Even now, Brazil does not want to get involved in the conflict. But Lula has offered to mediate. Is this realistic?

The expectations were high: He should advance deadlocked trade agreements, initiate new partnerships and save the Amazon. After Chancellor Olaf Scholz’s visit to Luiz Inácio Lula da Silva in Brasilia, there was suddenly disillusionment and the realization that some expectations of Brazil’s new president were perhaps more wishful thinking.

This became particularly clear when it came to the Ukraine war. Lula clearly rejected Germany’s wish for Brazil to supply tank ammunition.

“Brazil has no interest in running ammunition for the war between Ukraine and Russia. Brazil is a country of peace. (…) That’s why Brazil doesn’t want to get involved, not even indirectly.”

Brazilian quest for autonomy

However, that was foreseeable in advance, and it also corresponds not only to one of Lula’s lines, but to Brazilian foreign policy. Brazil is also not involved in sanctions. Ana Garcia, Professor of International Relations and Director of the BRICS Policy Center says:

“Brazil is a country that has historically relied on autonomy from the great powers in its foreign policy and on economic development. This has to do with its history, but also with its role as a leading regional power, especially for developing countries First and foremost, a pragmatic approach. Brazil has never strictly aligned itself with one bloc or center of power. But that’s nothing new.”
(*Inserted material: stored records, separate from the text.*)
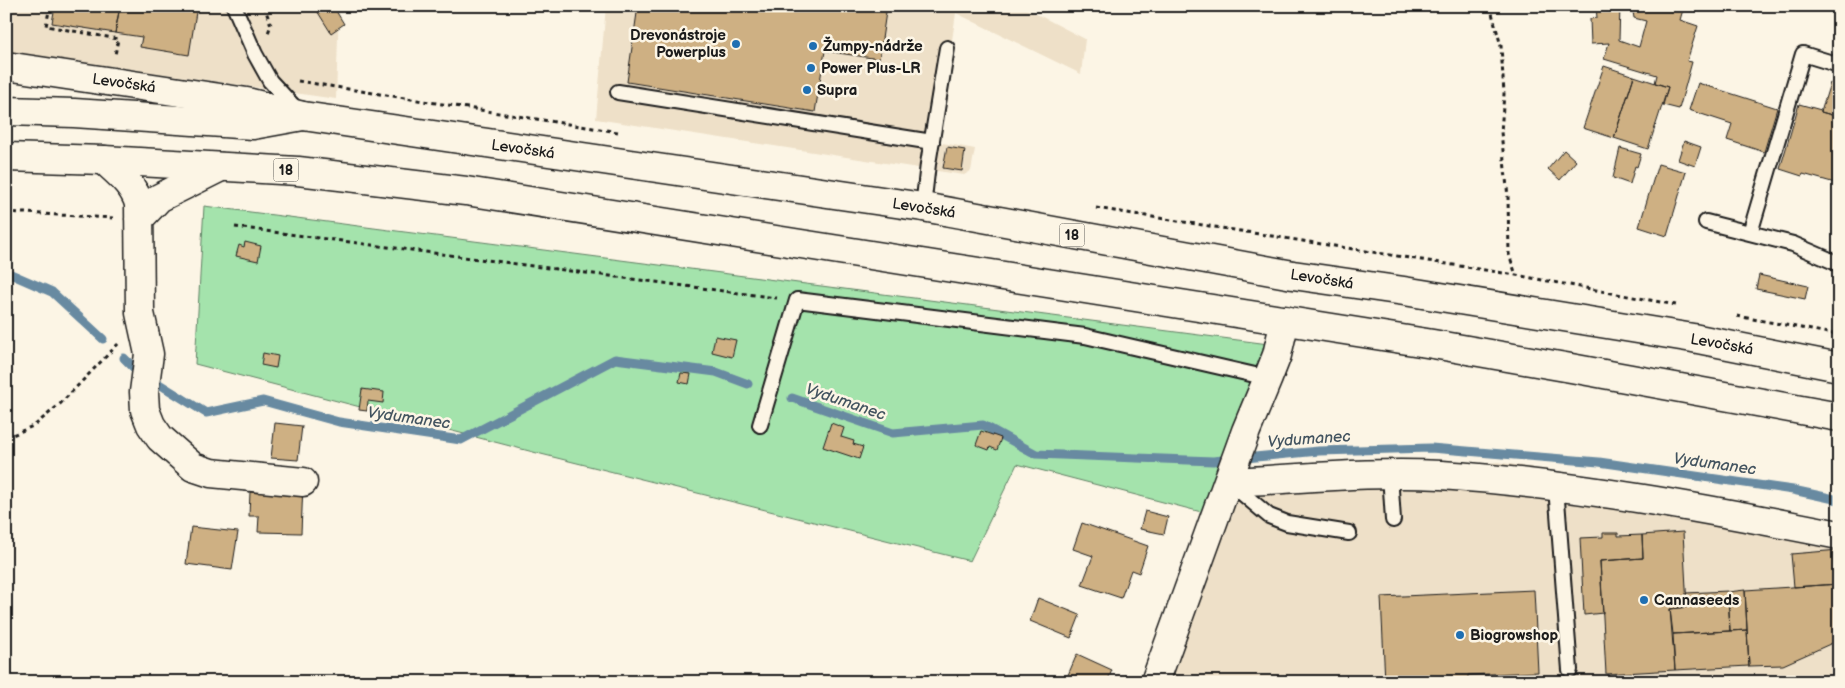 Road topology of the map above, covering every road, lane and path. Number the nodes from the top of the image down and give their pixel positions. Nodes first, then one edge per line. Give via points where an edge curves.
1 (50, 6) edge
2 (234, 6) edge
3 (1490, 6) edge
4 (119, 34) dead end
5 (118, 39) junction
6 (947, 48) dead end
7 (115, 57) dead end
8 (1839, 65) edge
9 (6, 66) edge
10 (618, 92) dead end
11 (6, 111) edge
12 (303, 116) junction
13 (932, 142) junction
14 (6, 157) edge
15 (104, 160) junction
16 (220, 167) junction
17 (923, 207) junction
18 (6, 212) edge
19 (139, 219) junction
20 (1706, 222) dead end
21 (235, 227) dead end
22 (1750, 233) junction
23 (1839, 264) edge
24 (1516, 275) dead end
25 (797, 300) junction
26 (140, 313) junction
27 (1285, 320) junction
28 (1839, 367) edge
29 (1268, 378) junction
30 (1839, 417) edge
31 (760, 425) dead end
32 (6, 438) edge
33 (1390, 474) junction
34 (1230, 478) junction
35 (303, 482) dead end
36 (1556, 486) junction
37 (1393, 520) dead end
38 (1349, 533) dead end
39 (1839, 535) edge
40 (1570, 670) dead end
41 (1155, 682) edge

1 - 5 path via 46,26
2 - 12 lane via 270,81
3 - 24 path via 1501,46 1504,94 1501,132 1508,197 1509,254
4 - 5 path
5 - 7 path
6 - 13 lane
8 - 22 lane via 1803,54
9 - 12 main road, Levočská / 18 via 247,102
10 - 13 lane
11 - 12 main road via 253,125
12 - 17 main road, Levočská / 18
13 - 17 lane
14 - 15 main road, 18
15 - 16 main road, 18
15 - 19 main road via 136,195
16 - 19 main road via 159,198
16 - 27 main road, 18 via 298,171 466,191
17 - 28 main road, Levočská / 18 via 1293,275 1693,338
18 - 19 path
19 - 26 main road
20 - 22 lane
21 - 25 path
22 - 23 lane via 1793,244
25 - 29 lane via 1085,336
25 - 31 lane
26 - 32 path via 130,332 60,404 35,425
26 - 35 main road via 149,354 144,392 146,410 160,438 193,467 211,473
27 - 29 main road
27 - 30 main road, 18
29 - 34 main road
33 - 34 main road
33 - 36 main road
33 - 37 lane
34 - 38 lane via 1269,516 1287,523
34 - 41 main road
36 - 39 main road
36 - 40 lane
Already in his first terms of office in the early 2000s, Lula pursued a multipolar strategy and always advocated maintaining good relations with all global players – be it in the Latin American Unasur, the BRICS or the G20. Be it to democrats or dictators.

Lula’s Ukraine stance is causing a stir

Even before his election as president, Lula’s position on the Ukraine war caused heads to shake in the West. In an interview in the US magazine “Time”, he blamed Ukrainian President Volodymyr Zelenskyy and NATO for the war. Since then he has rowed back, there was now a joint press release with Scholz, condemning Russia’s attack. Lula puts it this way:

“Today I have more clarity about the reason for the war. I think Russia made the classic mistake of invading the territory of another country. So that’s wrong. But I always think: if one doesn’t want to, two can’t argue. ”
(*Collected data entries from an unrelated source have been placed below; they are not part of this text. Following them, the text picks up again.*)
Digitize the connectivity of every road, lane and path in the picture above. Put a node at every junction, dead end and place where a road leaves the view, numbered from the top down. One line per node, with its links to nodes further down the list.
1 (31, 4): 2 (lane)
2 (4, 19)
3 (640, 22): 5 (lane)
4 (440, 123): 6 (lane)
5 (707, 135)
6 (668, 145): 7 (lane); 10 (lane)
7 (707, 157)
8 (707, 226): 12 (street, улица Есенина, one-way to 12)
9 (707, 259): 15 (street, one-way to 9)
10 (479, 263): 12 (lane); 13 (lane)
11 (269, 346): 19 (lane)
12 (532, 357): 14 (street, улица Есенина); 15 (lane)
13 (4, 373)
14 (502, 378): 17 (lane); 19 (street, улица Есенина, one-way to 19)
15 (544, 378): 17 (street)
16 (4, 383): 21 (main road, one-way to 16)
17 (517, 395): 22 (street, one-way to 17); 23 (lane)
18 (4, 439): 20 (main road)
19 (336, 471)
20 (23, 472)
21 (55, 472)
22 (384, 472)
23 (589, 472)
In German: There are always two to a dispute. In Lula’s eyes, there was a lack of efforts to find a negotiated solution, he made that clear during the Scholz visit. He even brought himself into play as a builder of bridges for peace.

Lula sees herself as a bridge builder

From a Brazilian point of view, that doesn’t seem as far-fetched as it might first sound – because in the past, Lula has repeatedly brought conflicting parties to the table, in Latin America, but also in the Middle East. During upcoming trips to Washington and Beijing, he will explore this in the coming months. According to Lula, China should now also lend a hand and help. Ana Garcia sees it this way:

“It’s not a naive idea. Lula has already positioned herself in this way in other international tensions, and the ongoing negotiations are taking place under very rigid conditions. Perhaps it’s a little too much to expect China to be a relevant player, since China already has its own problems to solve and there are a lot of tensions between the West and China. Possible partners could rather be Turkey, India and South Africa.”

However, it is questionable how realistic such a move is at all at the moment – or whether the now 77-year-old Lula does not tend to overestimate himself.

Lula wants to play a role on the world stage

In the Brazilian press, the topic found little response at first. Lula has other things to worry about at home anyway. The attack by Bolsonaro supporters on the seat of government must be cleared up and ways found to overcome the deep ideological rifts in the country.

Things are also brewing in the region, especially in neighboring Peru, which is mired in a deep political crisis. A bridge builder would do well there too. One thing is certain: Lula has made it clear that he wants to play a role regionally and on the world stage. The fact that there was disagreement on the Ukraine question does not mean that Brazil is not a partner for Germany.